I expect everyone in the room to be engaged. So whether you’re a stage manager or you’re an intern, you’re watching. You’re not on your phone. You’re not reading the paper in the corner. If you’re in the room, you’re there and you’re invested. And then if you have an idea, I’m willing to hear it.
And sometimes I’ll definitely say, “Maybe right now is not the moment. Come back to me at the next break.” You know, of course, you have to set rules. And you have to say, “We’re not there, but we’re not going explore it anymore. Good point, but for now we need to move on. We’ll hit that tomorrow.” You know, you have to navigate bringing people along, driving the ship, keeping the ship sailing, but allowing people to be their best selves.
Create the conditions for team transformation
You know an actor is working at their best when you no longer recognize them, when somehow they’ve transformed. So it’s not just what we know. And I think in life we tend to like to rest on what we know. But actually the whole gig is about the unknown, and those moments where we go to a place where we never thought we could go in a process, in an acting moment, in a moment on stage. I’m constantly trying to create those conditions where we can go to the unknown.

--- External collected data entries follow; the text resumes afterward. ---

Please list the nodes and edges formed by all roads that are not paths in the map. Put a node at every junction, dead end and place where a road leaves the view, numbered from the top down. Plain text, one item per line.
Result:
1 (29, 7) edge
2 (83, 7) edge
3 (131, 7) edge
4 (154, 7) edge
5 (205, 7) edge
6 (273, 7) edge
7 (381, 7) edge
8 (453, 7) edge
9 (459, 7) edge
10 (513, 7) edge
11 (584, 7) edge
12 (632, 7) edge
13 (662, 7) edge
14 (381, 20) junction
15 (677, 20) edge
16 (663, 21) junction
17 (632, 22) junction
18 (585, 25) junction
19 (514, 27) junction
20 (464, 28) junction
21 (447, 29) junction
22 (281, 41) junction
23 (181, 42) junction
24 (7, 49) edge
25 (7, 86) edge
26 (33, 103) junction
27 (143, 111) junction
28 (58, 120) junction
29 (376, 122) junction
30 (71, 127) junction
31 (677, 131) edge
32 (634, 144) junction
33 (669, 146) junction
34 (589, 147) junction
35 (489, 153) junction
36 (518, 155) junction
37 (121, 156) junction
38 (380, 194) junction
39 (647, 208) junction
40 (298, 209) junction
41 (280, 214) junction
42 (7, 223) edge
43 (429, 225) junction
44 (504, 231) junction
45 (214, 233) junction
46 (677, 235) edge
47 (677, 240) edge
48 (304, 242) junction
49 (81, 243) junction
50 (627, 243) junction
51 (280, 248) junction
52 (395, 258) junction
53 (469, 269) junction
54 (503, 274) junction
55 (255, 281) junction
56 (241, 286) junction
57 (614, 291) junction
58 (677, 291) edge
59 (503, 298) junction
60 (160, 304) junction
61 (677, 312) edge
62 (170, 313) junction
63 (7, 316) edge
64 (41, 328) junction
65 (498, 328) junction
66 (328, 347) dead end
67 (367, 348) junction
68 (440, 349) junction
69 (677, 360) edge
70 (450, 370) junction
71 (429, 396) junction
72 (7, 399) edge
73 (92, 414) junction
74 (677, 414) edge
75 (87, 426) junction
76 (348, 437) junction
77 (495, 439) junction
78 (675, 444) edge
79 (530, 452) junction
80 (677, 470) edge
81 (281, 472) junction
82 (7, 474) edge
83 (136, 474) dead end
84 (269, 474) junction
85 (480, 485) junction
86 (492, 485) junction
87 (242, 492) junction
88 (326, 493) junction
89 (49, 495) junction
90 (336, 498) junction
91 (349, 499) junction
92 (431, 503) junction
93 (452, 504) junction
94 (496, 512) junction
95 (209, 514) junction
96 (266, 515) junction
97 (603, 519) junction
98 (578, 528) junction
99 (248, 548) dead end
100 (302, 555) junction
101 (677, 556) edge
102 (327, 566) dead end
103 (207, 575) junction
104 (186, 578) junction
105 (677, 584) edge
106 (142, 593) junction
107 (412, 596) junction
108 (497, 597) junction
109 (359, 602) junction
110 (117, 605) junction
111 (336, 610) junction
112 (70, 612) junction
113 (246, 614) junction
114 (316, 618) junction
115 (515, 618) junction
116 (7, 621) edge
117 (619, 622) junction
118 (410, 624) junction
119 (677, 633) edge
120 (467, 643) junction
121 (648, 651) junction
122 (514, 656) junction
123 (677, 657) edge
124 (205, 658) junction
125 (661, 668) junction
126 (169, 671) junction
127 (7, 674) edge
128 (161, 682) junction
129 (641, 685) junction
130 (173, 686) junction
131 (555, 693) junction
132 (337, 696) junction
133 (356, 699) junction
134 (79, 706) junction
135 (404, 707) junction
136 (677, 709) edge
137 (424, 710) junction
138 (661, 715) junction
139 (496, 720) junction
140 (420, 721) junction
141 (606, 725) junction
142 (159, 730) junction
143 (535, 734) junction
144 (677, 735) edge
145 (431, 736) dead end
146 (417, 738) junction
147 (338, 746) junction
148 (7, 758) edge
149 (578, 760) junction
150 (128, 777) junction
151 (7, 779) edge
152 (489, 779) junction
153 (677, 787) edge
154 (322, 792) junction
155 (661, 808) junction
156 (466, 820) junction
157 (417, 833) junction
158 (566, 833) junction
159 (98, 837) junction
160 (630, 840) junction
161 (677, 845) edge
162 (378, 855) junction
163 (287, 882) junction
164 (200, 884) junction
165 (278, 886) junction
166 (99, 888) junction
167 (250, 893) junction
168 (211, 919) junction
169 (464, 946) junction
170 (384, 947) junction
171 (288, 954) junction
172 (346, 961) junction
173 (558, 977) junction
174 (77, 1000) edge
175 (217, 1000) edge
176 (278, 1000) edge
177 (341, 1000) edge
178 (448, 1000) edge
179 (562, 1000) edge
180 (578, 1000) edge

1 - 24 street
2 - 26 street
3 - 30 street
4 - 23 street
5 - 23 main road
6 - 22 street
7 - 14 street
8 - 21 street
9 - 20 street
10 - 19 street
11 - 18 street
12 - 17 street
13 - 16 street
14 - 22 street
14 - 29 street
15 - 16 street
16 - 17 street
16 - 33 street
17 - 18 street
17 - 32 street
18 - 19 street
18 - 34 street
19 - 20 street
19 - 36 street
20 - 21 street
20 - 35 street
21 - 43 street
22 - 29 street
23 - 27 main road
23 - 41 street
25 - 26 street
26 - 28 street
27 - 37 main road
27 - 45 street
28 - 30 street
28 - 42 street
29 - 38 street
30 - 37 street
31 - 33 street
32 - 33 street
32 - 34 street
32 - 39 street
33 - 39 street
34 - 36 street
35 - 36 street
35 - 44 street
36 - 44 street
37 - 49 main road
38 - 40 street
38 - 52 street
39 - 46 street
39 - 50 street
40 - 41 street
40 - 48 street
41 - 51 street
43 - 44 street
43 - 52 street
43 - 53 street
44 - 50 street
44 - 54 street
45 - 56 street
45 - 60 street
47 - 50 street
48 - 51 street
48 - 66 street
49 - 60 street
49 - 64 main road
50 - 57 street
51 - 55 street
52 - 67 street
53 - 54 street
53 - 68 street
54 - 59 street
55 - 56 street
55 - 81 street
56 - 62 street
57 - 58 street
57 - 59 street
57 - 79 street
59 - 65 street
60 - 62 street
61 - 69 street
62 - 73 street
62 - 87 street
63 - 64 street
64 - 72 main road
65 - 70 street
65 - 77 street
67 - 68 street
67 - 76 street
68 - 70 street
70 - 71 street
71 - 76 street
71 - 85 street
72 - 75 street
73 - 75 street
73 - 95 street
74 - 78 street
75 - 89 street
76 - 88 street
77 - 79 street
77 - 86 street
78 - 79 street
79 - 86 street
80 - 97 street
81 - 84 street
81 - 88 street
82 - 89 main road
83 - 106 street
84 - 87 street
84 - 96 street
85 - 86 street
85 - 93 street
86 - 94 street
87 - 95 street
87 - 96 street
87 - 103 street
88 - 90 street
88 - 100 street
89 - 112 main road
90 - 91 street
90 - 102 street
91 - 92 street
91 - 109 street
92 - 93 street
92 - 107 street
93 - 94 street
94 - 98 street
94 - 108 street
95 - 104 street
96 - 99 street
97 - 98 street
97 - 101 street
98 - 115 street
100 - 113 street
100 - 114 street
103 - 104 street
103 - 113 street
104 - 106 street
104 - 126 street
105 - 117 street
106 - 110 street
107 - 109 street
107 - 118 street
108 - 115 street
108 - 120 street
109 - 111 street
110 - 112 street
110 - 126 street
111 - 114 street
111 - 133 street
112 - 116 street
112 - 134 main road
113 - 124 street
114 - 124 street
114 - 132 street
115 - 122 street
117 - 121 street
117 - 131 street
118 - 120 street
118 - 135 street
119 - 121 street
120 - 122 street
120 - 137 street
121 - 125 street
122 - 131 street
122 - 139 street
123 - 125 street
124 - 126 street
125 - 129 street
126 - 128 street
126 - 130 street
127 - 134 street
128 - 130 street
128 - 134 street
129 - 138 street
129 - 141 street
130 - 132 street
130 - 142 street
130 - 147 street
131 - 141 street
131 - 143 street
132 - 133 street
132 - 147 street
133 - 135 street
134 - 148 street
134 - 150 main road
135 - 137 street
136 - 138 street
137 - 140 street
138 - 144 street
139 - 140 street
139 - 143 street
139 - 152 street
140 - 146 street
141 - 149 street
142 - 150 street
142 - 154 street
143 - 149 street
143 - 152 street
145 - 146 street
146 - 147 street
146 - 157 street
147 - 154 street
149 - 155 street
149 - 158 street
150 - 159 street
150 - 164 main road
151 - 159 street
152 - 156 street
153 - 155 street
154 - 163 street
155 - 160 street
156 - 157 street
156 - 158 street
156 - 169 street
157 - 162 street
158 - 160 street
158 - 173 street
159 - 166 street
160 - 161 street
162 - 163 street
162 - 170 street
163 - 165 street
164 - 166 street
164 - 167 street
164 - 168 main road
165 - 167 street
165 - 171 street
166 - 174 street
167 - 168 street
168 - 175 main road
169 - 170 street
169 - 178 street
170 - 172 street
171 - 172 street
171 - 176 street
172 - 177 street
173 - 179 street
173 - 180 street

And key to that is having a big tolerance for a little bit of instability. This is so important. And it’s something I do naturally in a rehearsal room. And I’ve now tried to bring it to how I manage my staff in a theater. How do you allow people to live in a little bit of disequilibrium? And again, you have to manage it. But it’s that instability where you’re not just relying on what you know, you’re not just relying on the best practice, but you’re looking for the next practice. “Why not? Why can’t we do that differently? Would it be possible?”
And if you ask it as a question and not as a mandate–You don’t issue it as a mandate, but you ask it as a question, and you engage people, you’d be surprised how far people will go with you.